## Data section
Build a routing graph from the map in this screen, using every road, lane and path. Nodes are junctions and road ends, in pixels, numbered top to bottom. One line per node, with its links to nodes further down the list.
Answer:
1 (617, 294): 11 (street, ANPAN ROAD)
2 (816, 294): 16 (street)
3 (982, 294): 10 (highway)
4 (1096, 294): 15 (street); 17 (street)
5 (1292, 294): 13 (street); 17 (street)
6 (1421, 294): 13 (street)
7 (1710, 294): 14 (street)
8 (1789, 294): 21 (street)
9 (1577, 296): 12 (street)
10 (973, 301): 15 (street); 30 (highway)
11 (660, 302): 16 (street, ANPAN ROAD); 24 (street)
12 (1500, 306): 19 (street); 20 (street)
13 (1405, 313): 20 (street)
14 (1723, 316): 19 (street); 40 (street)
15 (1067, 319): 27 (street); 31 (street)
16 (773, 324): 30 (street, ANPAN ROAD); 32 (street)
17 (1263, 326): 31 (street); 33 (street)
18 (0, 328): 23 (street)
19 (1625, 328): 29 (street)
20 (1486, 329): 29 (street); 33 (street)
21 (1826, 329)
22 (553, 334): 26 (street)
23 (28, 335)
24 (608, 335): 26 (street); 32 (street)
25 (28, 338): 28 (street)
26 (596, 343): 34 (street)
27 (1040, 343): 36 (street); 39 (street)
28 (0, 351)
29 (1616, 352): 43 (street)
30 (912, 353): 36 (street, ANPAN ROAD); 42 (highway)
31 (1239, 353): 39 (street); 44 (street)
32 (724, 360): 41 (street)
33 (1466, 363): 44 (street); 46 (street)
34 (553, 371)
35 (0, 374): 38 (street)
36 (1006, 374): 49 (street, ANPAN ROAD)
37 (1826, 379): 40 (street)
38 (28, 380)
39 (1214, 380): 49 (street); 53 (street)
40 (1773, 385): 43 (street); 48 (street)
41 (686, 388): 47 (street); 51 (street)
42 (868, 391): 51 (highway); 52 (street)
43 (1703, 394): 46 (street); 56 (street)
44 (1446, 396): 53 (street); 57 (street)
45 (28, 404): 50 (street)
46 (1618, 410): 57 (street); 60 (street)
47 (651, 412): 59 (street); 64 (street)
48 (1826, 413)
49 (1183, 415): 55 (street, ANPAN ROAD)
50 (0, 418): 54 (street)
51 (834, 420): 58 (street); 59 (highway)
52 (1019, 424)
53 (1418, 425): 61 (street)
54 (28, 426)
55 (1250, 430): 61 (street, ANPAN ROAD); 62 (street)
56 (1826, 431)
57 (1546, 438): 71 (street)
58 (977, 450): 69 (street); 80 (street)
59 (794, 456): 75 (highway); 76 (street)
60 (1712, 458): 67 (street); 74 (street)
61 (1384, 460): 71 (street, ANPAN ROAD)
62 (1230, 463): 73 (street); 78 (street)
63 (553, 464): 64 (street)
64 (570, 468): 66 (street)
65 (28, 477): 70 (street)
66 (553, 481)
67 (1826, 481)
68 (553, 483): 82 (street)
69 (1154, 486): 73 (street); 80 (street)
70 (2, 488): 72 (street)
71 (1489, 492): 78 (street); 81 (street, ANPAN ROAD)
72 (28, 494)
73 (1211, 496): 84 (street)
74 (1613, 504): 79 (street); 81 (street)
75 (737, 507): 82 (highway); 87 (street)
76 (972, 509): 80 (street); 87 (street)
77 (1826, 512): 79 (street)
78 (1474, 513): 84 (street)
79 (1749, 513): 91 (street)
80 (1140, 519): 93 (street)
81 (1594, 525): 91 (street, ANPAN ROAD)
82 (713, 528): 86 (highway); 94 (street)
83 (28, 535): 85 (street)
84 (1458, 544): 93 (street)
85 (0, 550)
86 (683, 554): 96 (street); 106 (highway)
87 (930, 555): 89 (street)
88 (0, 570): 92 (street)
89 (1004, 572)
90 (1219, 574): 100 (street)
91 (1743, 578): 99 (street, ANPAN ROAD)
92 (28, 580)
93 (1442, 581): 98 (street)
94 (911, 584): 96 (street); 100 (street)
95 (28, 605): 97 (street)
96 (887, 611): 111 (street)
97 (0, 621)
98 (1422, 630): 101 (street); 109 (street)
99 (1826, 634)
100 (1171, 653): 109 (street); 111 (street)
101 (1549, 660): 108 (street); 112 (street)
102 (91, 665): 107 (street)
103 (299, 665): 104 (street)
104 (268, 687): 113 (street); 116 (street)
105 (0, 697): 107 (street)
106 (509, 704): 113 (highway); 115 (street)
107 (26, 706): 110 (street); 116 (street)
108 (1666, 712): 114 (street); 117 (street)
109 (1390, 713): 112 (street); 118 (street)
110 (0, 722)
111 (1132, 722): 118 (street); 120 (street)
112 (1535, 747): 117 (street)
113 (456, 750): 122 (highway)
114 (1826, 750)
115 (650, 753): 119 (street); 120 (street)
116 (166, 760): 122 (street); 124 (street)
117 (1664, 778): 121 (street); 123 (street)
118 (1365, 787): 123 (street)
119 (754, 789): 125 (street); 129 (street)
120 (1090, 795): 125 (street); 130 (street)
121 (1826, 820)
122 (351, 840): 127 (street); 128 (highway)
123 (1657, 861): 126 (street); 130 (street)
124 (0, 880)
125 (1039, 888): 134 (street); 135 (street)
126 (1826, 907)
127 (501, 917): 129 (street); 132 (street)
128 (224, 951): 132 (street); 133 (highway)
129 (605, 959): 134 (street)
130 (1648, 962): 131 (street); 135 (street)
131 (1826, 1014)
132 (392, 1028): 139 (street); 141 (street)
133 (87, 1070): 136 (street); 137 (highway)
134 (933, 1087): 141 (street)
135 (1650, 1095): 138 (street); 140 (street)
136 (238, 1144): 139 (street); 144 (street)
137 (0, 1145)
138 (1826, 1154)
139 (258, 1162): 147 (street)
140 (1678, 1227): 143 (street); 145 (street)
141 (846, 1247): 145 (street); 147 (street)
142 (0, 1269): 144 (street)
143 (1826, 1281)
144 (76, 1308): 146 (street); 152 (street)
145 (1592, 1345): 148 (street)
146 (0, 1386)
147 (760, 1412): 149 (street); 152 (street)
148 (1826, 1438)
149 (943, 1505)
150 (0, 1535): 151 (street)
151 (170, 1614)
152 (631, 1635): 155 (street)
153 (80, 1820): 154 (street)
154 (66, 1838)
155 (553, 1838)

## What is required
Transcribe the whole listing with every word preserved.

## Response to this task
Build a routing graph from the map in this screen, using every road, lane and path. Nodes are junctions and road ends, in pixels, numbered top to bottom. One line per node, with its links to nodes further down the list.
Answer:
1 (617, 294): 11 (street, ANPAN ROAD)
2 (816, 294): 16 (street)
3 (982, 294): 10 (highway)
4 (1096, 294): 15 (street); 17 (street)
5 (1292, 294): 13 (street); 17 (street)
6 (1421, 294): 13 (street)
7 (1710, 294): 14 (street)
8 (1789, 294): 21 (street)
9 (1577, 296): 12 (street)
10 (973, 301): 15 (street); 30 (highway)
11 (660, 302): 16 (street, ANPAN ROAD); 24 (street)
12 (1500, 306): 19 (street); 20 (street)
13 (1405, 313): 20 (street)
14 (1723, 316): 19 (street); 40 (street)
15 (1067, 319): 27 (street); 31 (street)
16 (773, 324): 30 (street, ANPAN ROAD); 32 (street)
17 (1263, 326): 31 (street); 33 (street)
18 (0, 328): 23 (street)
19 (1625, 328): 29 (street)
20 (1486, 329): 29 (street); 33 (street)
21 (1826, 329)
22 (553, 334): 26 (street)
23 (28, 335)
24 (608, 335): 26 (street); 32 (street)
25 (28, 338): 28 (street)
26 (596, 343): 34 (street)
27 (1040, 343): 36 (street); 39 (street)
28 (0, 351)
29 (1616, 352): 43 (street)
30 (912, 353): 36 (street, ANPAN ROAD); 42 (highway)
31 (1239, 353): 39 (street); 44 (street)
32 (724, 360): 41 (street)
33 (1466, 363): 44 (street); 46 (street)
34 (553, 371)
35 (0, 374): 38 (street)
36 (1006, 374): 49 (street, ANPAN ROAD)
37 (1826, 379): 40 (street)
38 (28, 380)
39 (1214, 380): 49 (street); 53 (street)
40 (1773, 385): 43 (street); 48 (street)
41 (686, 388): 47 (street); 51 (street)
42 (868, 391): 51 (highway); 52 (street)
43 (1703, 394): 46 (street); 56 (street)
44 (1446, 396): 53 (street); 57 (street)
45 (28, 404): 50 (street)
46 (1618, 410): 57 (street); 60 (street)
47 (651, 412): 59 (street); 64 (street)
48 (1826, 413)
49 (1183, 415): 55 (street, ANPAN ROAD)
50 (0, 418): 54 (street)
51 (834, 420): 58 (street); 59 (highway)
52 (1019, 424)
53 (1418, 425): 61 (street)
54 (28, 426)
55 (1250, 430): 61 (street, ANPAN ROAD); 62 (street)
56 (1826, 431)
57 (1546, 438): 71 (street)
58 (977, 450): 69 (street); 80 (street)
59 (794, 456): 75 (highway); 76 (street)
60 (1712, 458): 67 (street); 74 (street)
61 (1384, 460): 71 (street, ANPAN ROAD)
62 (1230, 463): 73 (street); 78 (street)
63 (553, 464): 64 (street)
64 (570, 468): 66 (street)
65 (28, 477): 70 (street)
66 (553, 481)
67 (1826, 481)
68 (553, 483): 82 (street)
69 (1154, 486): 73 (street); 80 (street)
70 (2, 488): 72 (street)
71 (1489, 492): 78 (street); 81 (street, ANPAN ROAD)
72 (28, 494)
73 (1211, 496): 84 (street)
74 (1613, 504): 79 (street); 81 (street)
75 (737, 507): 82 (highway); 87 (street)
76 (972, 509): 80 (street); 87 (street)
77 (1826, 512): 79 (street)
78 (1474, 513): 84 (street)
79 (1749, 513): 91 (street)
80 (1140, 519): 93 (street)
81 (1594, 525): 91 (street, ANPAN ROAD)
82 (713, 528): 86 (highway); 94 (street)
83 (28, 535): 85 (street)
84 (1458, 544): 93 (street)
85 (0, 550)
86 (683, 554): 96 (street); 106 (highway)
87 (930, 555): 89 (street)
88 (0, 570): 92 (street)
89 (1004, 572)
90 (1219, 574): 100 (street)
91 (1743, 578): 99 (street, ANPAN ROAD)
92 (28, 580)
93 (1442, 581): 98 (street)
94 (911, 584): 96 (street); 100 (street)
95 (28, 605): 97 (street)
96 (887, 611): 111 (street)
97 (0, 621)
98 (1422, 630): 101 (street); 109 (street)
99 (1826, 634)
100 (1171, 653): 109 (street); 111 (street)
101 (1549, 660): 108 (street); 112 (street)
102 (91, 665): 107 (street)
103 (299, 665): 104 (street)
104 (268, 687): 113 (street); 116 (street)
105 (0, 697): 107 (street)
106 (509, 704): 113 (highway); 115 (street)
107 (26, 706): 110 (street); 116 (street)
108 (1666, 712): 114 (street); 117 (street)
109 (1390, 713): 112 (street); 118 (street)
110 (0, 722)
111 (1132, 722): 118 (street); 120 (street)
112 (1535, 747): 117 (street)
113 (456, 750): 122 (highway)
114 (1826, 750)
115 (650, 753): 119 (street); 120 (street)
116 (166, 760): 122 (street); 124 (street)
117 (1664, 778): 121 (street); 123 (street)
118 (1365, 787): 123 (street)
119 (754, 789): 125 (street); 129 (street)
120 (1090, 795): 125 (street); 130 (street)
121 (1826, 820)
122 (351, 840): 127 (street); 128 (highway)
123 (1657, 861): 126 (street); 130 (street)
124 (0, 880)
125 (1039, 888): 134 (street); 135 (street)
126 (1826, 907)
127 (501, 917): 129 (street); 132 (street)
128 (224, 951): 132 (street); 133 (highway)
129 (605, 959): 134 (street)
130 (1648, 962): 131 (street); 135 (street)
131 (1826, 1014)
132 (392, 1028): 139 (street); 141 (street)
133 (87, 1070): 136 (street); 137 (highway)
134 (933, 1087): 141 (street)
135 (1650, 1095): 138 (street); 140 (street)
136 (238, 1144): 139 (street); 144 (street)
137 (0, 1145)
138 (1826, 1154)
139 (258, 1162): 147 (street)
140 (1678, 1227): 143 (street); 145 (street)
141 (846, 1247): 145 (street); 147 (street)
142 (0, 1269): 144 (street)
143 (1826, 1281)
144 (76, 1308): 146 (street); 152 (street)
145 (1592, 1345): 148 (street)
146 (0, 1386)
147 (760, 1412): 149 (street); 152 (street)
148 (1826, 1438)
149 (943, 1505)
150 (0, 1535): 151 (street)
151 (170, 1614)
152 (631, 1635): 155 (street)
153 (80, 1820): 154 (street)
154 (66, 1838)
155 (553, 1838)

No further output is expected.